:: Exercise details ::
Reproduce the lines of the material exactly, excluding every image.
··········
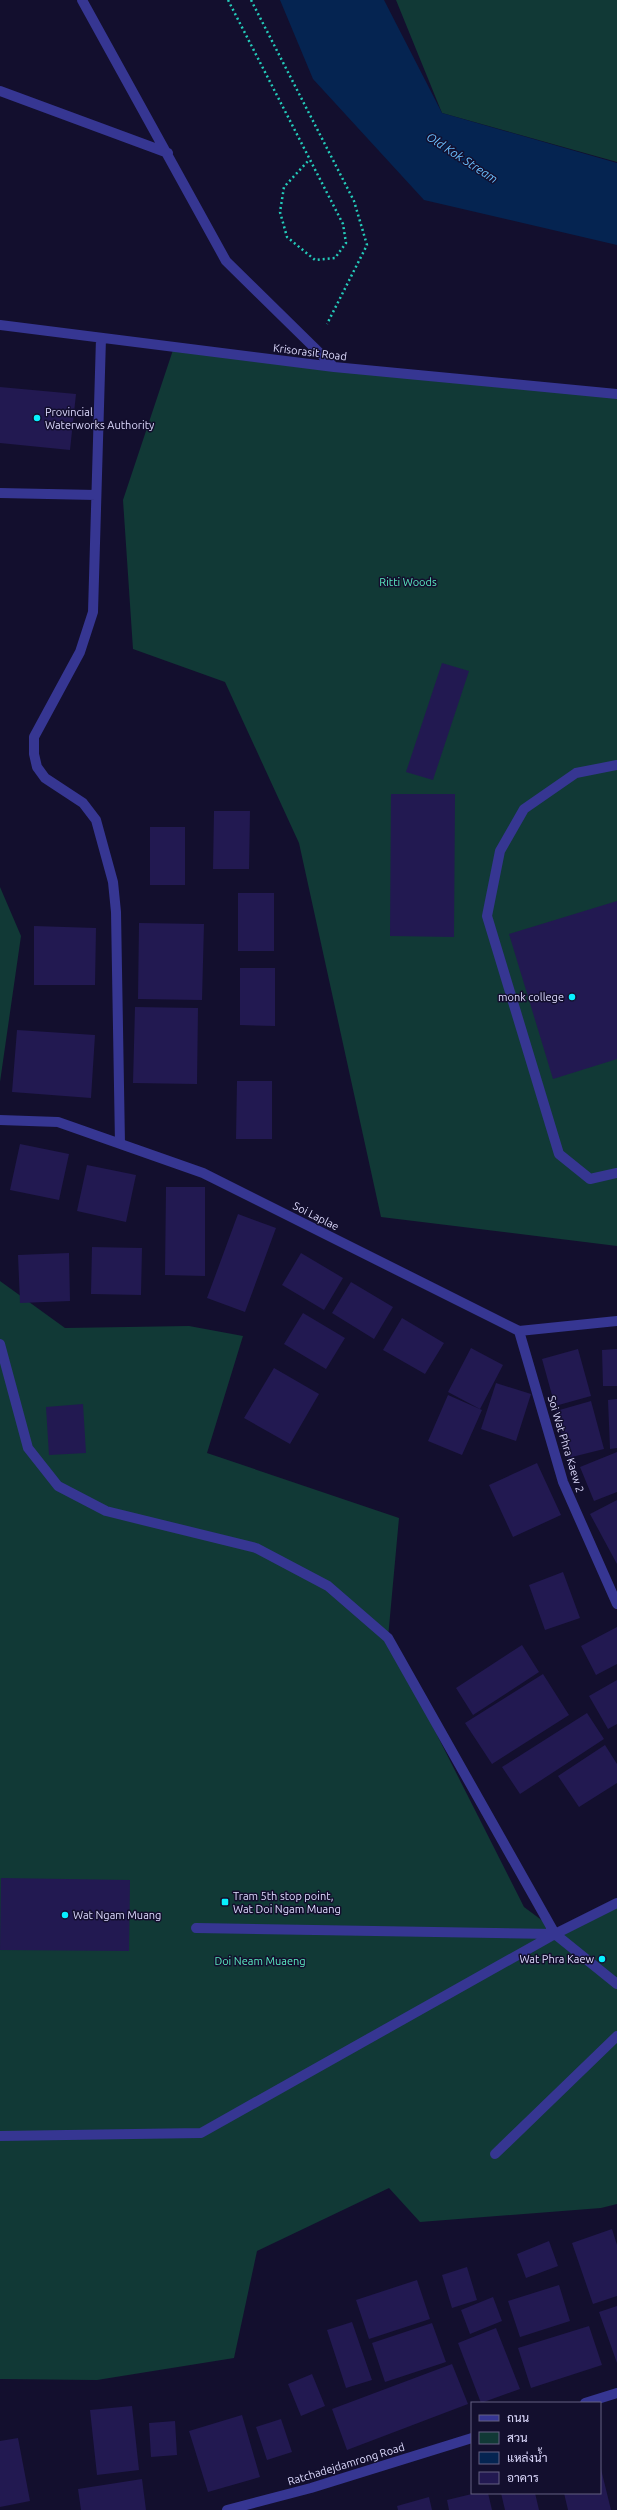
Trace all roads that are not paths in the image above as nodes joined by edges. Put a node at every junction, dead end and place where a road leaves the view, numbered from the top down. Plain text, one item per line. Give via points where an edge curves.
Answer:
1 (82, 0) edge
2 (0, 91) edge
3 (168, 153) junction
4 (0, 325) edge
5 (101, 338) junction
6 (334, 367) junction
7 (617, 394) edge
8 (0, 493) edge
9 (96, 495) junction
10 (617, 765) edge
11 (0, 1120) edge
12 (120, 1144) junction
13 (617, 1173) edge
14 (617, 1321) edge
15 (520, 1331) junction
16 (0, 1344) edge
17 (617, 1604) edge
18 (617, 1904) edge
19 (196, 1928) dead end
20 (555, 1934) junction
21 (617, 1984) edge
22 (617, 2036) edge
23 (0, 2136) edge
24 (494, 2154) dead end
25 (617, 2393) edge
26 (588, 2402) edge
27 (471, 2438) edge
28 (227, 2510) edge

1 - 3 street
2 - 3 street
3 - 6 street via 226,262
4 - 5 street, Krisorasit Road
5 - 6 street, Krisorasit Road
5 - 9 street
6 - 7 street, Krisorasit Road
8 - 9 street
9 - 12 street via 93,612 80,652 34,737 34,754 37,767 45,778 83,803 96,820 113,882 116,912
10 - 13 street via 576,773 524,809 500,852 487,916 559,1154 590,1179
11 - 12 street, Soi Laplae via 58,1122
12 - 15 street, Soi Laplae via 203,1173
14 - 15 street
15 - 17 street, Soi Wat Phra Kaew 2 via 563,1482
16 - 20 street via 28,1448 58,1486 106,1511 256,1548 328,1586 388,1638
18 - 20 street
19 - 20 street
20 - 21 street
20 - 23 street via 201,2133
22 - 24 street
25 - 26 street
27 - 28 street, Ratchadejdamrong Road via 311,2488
··········
:: Problem solution ::
Trace all roads that are not paths in the image above as nodes joined by edges. Put a node at every junction, dead end and place where a road leaves the view, numbered from the top down. Plain text, one item per line. Give via points where an edge curves.
Answer:
1 (82, 0) edge
2 (0, 91) edge
3 (168, 153) junction
4 (0, 325) edge
5 (101, 338) junction
6 (334, 367) junction
7 (617, 394) edge
8 (0, 493) edge
9 (96, 495) junction
10 (617, 765) edge
11 (0, 1120) edge
12 (120, 1144) junction
13 (617, 1173) edge
14 (617, 1321) edge
15 (520, 1331) junction
16 (0, 1344) edge
17 (617, 1604) edge
18 (617, 1904) edge
19 (196, 1928) dead end
20 (555, 1934) junction
21 (617, 1984) edge
22 (617, 2036) edge
23 (0, 2136) edge
24 (494, 2154) dead end
25 (617, 2393) edge
26 (588, 2402) edge
27 (471, 2438) edge
28 (227, 2510) edge

1 - 3 street
2 - 3 street
3 - 6 street via 226,262
4 - 5 street, Krisorasit Road
5 - 6 street, Krisorasit Road
5 - 9 street
6 - 7 street, Krisorasit Road
8 - 9 street
9 - 12 street via 93,612 80,652 34,737 34,754 37,767 45,778 83,803 96,820 113,882 116,912
10 - 13 street via 576,773 524,809 500,852 487,916 559,1154 590,1179
11 - 12 street, Soi Laplae via 58,1122
12 - 15 street, Soi Laplae via 203,1173
14 - 15 street
15 - 17 street, Soi Wat Phra Kaew 2 via 563,1482
16 - 20 street via 28,1448 58,1486 106,1511 256,1548 328,1586 388,1638
18 - 20 street
19 - 20 street
20 - 21 street
20 - 23 street via 201,2133
22 - 24 street
25 - 26 street
27 - 28 street, Ratchadejdamrong Road via 311,2488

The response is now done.